Forças elétricas 1 — Lei de Coulomb
(Método estático - caso das repulsões)
Influência da eletrização - Noção de carga elétrica
A 'eletrização' que pode ser obtida e exibida por certos corpos é um fato experimental incontestável. Avalia-se a eletrização de um corpo pelas ações mecânicas que ele desperta sobre outro corpo também eletrizado.
Diremos, pois, que dois corpos idênticos A e A’, de dimensões muito reduzidas, estão igualmente eletrizados (também se diz 'carregados') quando possuem quantidades de cargas elétricas iguais. Essa igualdade de quantidade de carga de A e A' se constata verificando se aplicam a mesma ação elétrica (força) sobre um terceiro corpo muito pequeno B, também eletrizado, colocado separadamente, à mesma distância (r) de A e de A'. Do mesmo modo se verificará que a quantidade de carga de A é 'n' vezes maior que a de A', se a ação elétrica de A sobre B for 'n' vezes maior que aquela de A' sobre B, sempre mantendo a mesma distância (r) entre os corpos.
Forças elétricas
Assim, as experiências fundamentais da eletrostática estabelecem que dois corpos eletrizados com cargas elétricas de mesmo sinal se repelem e que dois corpos eletrizados com cargas de sinais contrários se atraem; mostram ainda que as intensidades dessas forças de atração ou de repulsão variam com a quantidade de carga de cada corpo e com a distâncias que os separa.
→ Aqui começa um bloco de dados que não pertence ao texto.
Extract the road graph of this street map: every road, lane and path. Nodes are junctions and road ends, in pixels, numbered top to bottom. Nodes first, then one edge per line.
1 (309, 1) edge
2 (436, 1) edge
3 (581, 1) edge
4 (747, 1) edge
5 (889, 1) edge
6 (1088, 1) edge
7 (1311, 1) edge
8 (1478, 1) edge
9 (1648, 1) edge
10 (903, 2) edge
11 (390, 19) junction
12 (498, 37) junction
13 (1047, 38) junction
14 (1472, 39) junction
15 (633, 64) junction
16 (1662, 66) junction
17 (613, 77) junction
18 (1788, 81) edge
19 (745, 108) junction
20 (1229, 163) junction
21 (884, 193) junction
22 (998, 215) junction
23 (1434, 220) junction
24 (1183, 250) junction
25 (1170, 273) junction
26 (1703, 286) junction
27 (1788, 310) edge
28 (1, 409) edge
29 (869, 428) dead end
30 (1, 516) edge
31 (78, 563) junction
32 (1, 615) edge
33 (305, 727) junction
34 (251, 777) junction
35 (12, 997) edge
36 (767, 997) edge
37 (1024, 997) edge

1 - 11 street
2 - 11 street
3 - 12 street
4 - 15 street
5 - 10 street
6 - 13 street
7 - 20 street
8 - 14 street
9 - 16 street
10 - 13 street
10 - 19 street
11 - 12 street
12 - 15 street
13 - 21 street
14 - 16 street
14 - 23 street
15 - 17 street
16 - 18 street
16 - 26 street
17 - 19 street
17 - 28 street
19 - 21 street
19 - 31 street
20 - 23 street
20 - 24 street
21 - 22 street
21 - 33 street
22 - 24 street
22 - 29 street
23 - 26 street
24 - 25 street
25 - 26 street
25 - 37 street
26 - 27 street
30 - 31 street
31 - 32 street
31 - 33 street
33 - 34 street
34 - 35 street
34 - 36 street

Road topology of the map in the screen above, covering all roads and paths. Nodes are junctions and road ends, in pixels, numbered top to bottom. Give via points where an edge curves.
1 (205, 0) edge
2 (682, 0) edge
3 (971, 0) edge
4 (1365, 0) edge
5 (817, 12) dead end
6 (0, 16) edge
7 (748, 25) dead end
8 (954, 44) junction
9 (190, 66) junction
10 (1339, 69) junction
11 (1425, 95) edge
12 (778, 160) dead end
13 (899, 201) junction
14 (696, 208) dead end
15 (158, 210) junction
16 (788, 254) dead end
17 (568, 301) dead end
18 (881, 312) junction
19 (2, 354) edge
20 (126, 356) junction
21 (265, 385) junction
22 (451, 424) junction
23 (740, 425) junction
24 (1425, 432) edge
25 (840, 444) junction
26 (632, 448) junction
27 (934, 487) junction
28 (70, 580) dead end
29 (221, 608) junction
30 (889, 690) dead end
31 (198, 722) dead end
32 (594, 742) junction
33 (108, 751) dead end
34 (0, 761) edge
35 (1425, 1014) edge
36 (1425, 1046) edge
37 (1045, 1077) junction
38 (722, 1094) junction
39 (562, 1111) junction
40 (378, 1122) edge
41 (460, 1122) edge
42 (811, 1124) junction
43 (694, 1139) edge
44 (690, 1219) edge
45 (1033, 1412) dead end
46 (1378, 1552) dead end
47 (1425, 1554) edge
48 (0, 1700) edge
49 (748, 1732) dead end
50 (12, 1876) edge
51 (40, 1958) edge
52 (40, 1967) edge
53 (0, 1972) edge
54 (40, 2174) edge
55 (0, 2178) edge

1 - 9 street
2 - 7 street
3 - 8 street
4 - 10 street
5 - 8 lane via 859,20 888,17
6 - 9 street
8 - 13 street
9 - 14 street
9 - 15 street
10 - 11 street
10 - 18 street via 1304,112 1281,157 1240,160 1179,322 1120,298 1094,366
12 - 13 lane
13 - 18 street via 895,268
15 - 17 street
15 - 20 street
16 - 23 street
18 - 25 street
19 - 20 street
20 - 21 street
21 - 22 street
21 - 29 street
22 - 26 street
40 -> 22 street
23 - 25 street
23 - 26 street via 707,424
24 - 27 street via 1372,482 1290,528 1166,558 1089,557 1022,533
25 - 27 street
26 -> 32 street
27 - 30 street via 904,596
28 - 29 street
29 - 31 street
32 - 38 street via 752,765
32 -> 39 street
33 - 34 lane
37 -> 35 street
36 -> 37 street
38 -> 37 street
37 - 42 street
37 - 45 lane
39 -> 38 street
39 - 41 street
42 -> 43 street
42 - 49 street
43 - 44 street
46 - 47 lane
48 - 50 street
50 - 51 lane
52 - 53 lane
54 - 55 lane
Consideremos, pois, duas cargas elétricas puntiformes q e q', que suporemos de mesmo sinal e colocadas em dois pontos A e A' separados pela distância r.
Constata-se que: q' aplica sobre q uma força repulsiva f proporcional a q'; q aplica sobre q' uma força repulsiva f', proporcional a q. Em virtude do princípio da igualdade da ação e reação, essas duas forças devem ter intensidades iguais e serem diretamente opostas; vale dizer, têm a mesma linha de ação AA' e a mesma intensidade proporcional a q e q', de sorte que se pode escrever:
| f | = | f' | = f = qq' x j(r)
Influência da distância - Lei de Coulomb
Coulomb estabeleceu experimentalmente, em 1785, a seguinte lei, versando sobre o modo como varia a intensidade da força elétrica que se manifesta entre duas cargas elétricas, quando se faz variar a distância entre elas. Essa lei se enuncia:
A intensidade da força repulsiva ou atrativa que uma carga elétrica aplica sobre outra é inversamente proporcional ao quadrado da distância que as separa. Formalmente: f = constante x qq'/r2 .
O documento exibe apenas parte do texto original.